On voit dans “Courts-circuits” la déréliction comportementale d’êtres humains inadaptés qui se débattent, solitaires, dans le monde, se livrent à un combat avec leur environnement qui se déglingue et qui court à sa destruction, un thème au combien ressassé sur les plateaux, mais soutenu avec conviction par des interprètes engagés et un recours dominant aux technologies les plus pointues et à la vidéo. Ils sont danseurs, acteurs, musiciens, se meuvent dans une vaste et belle scénographie, étrange, sombre, encombrée, ils se heurtent à des montagnes de palettes plastifiées, des instruments de musique, des pieds de micros. L’espace conçu est intéressant car il comporte en fait une multiplicité de lieux, abstraits, vrais ou cérébraux, dans lesquels ils évoluent, se trouvent soit cloisonnés soit égarés, et notamment un lieu refuge, une sorte de boîte blanche et transparente, à la marge de l’agitation scénique. Beaucoup d’images, de hurlements, ainsi qu’une création sonore nerveuse et saturée, jouée en directe, font la richesse de l’univers proposé. Mais voilà, toute cette amplification matraquée et démonstrative, en panne d’émotion, perd son impact pour abrutir sans subtilité.

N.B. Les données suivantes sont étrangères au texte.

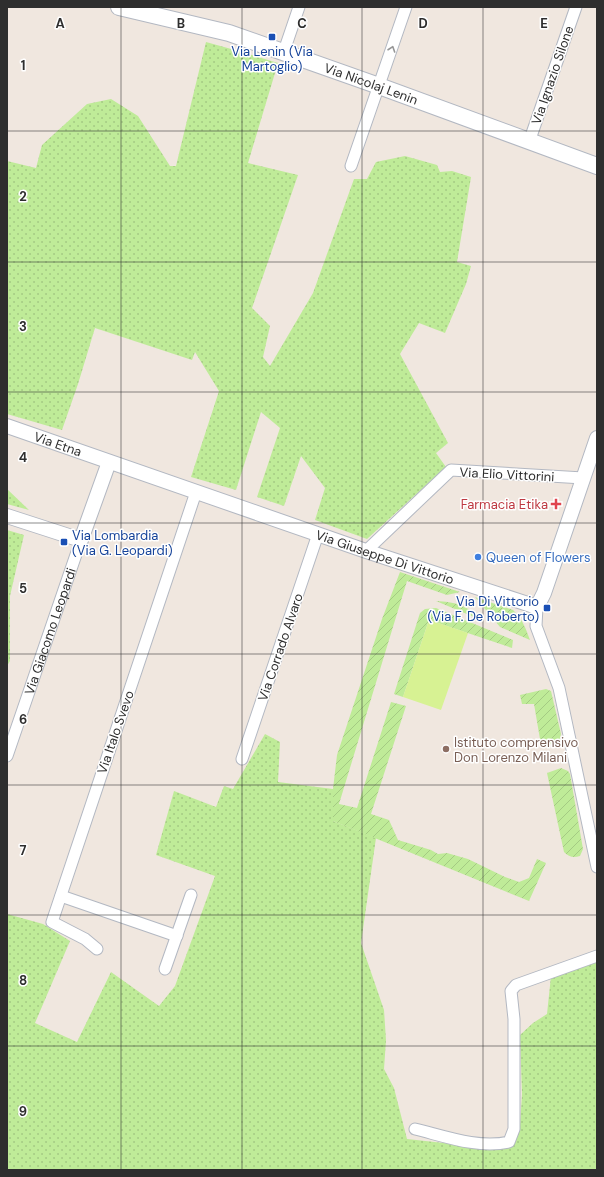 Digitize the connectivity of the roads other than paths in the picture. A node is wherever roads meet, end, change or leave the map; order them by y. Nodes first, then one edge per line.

Le plateau est un lieu de l’exutoire, du défoulement, pour que puissent s’y exprimer des sensations telles que la perte des repères, l’incommunicabilité, la lutte, autant d’états traduits par des corps sous tensions, désarticulés qui s’écroulent sans pouvoir se raccrocher à rien. François Verret brocarde le monde de l’entreprise, la sphère du pouvoir (les interprètes sont en costumes cravates et singent les attitudes des hommes politiques), le culte de l’apparence à travers le portrait d’une femme enveloppée dans un manteau léopard qui répète en boucle “regardez-moi”.

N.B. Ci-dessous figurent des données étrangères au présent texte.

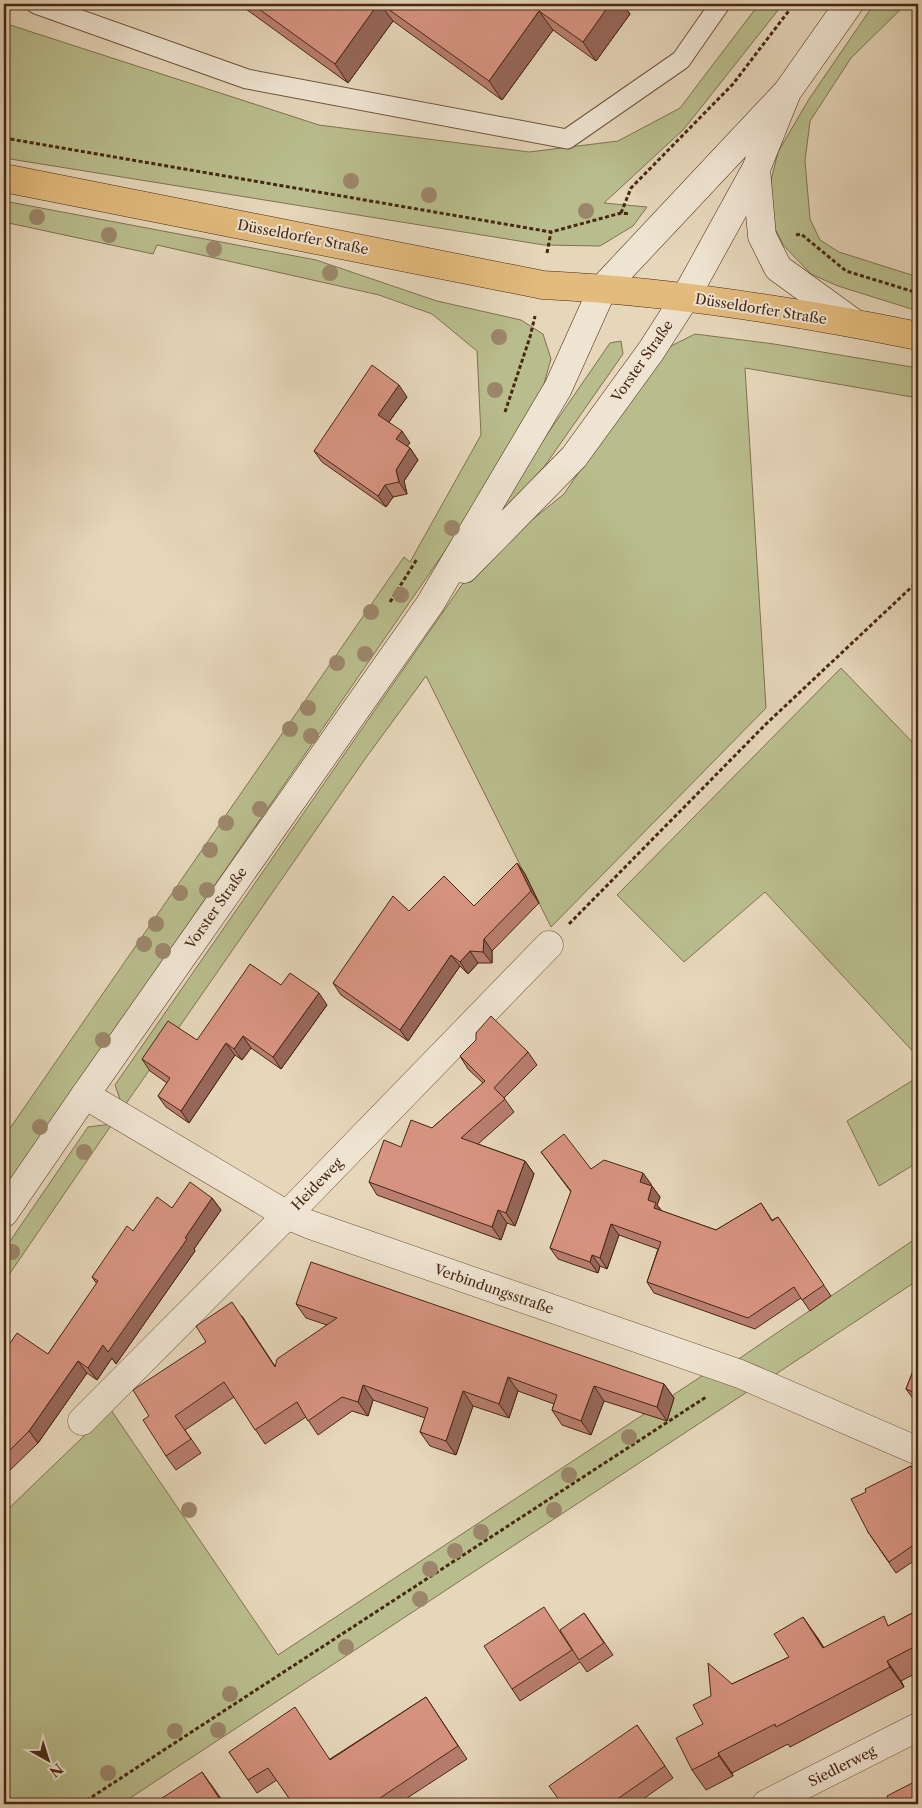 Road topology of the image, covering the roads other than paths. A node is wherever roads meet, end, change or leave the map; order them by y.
1 (36, 4) edge
2 (720, 4) edge
3 (849, 4) edge
4 (787, 92) junction
5 (756, 169) junction
6 (4, 178) edge
7 (603, 288) junction
8 (685, 298) junction
9 (854, 323) junction
10 (918, 336) edge
11 (430, 604) junction
12 (549, 944) road end
13 (85, 1095) junction
14 (4, 1213) edge
15 (287, 1215) junction
16 (82, 1421) dead end
17 (918, 1451) edge
18 (918, 1727) edge
19 (766, 1804) edge

1 - 2 lane
3 - 4 street, Vorster Straße
4 - 5 street, Vorster Straße
4 - 7 street
5 - 8 street, Vorster Straße
5 - 9 street
6 - 7 main road, Düsseldorfer Straße
7 - 8 main road, Düsseldorfer Straße
7 - 11 street, Vorster Straße
8 - 9 main road, Düsseldorfer Straße
8 - 11 street, Vorster Straße
9 - 10 main road, Düsseldorfer Straße
11 - 13 street, Vorster Straße
12 - 15 street, Heideweg
13 - 14 street, Vorster Straße
13 - 15 street, Verbindungsstraße
15 - 16 street, Heideweg
15 - 17 street, Verbindungsstraße
18 - 19 street, Siedlerweg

Le message est clair, on reconnaît une pensée lucide et en mouvement de la société contemporaine, consommatrice et destructrice, qui part en vrille. On n’en est pas bouleversé. Cette édition du Festival d’Avignon nous a, une fois de plus, tendu un miroir sombre de notre existence à travers la vision du monde chaotique de Vincent Macaigne, la souffrance et la rage d’Angélica Liddell, des grands artistes dont le geste artistique s’établit d’une manière plus radicale, viscérale ; ici, le discours et son mode de représentation semblent plus branchés, trop formels, moins organiques. Tout y est froid, distant, déshumanisé, ennuyeux.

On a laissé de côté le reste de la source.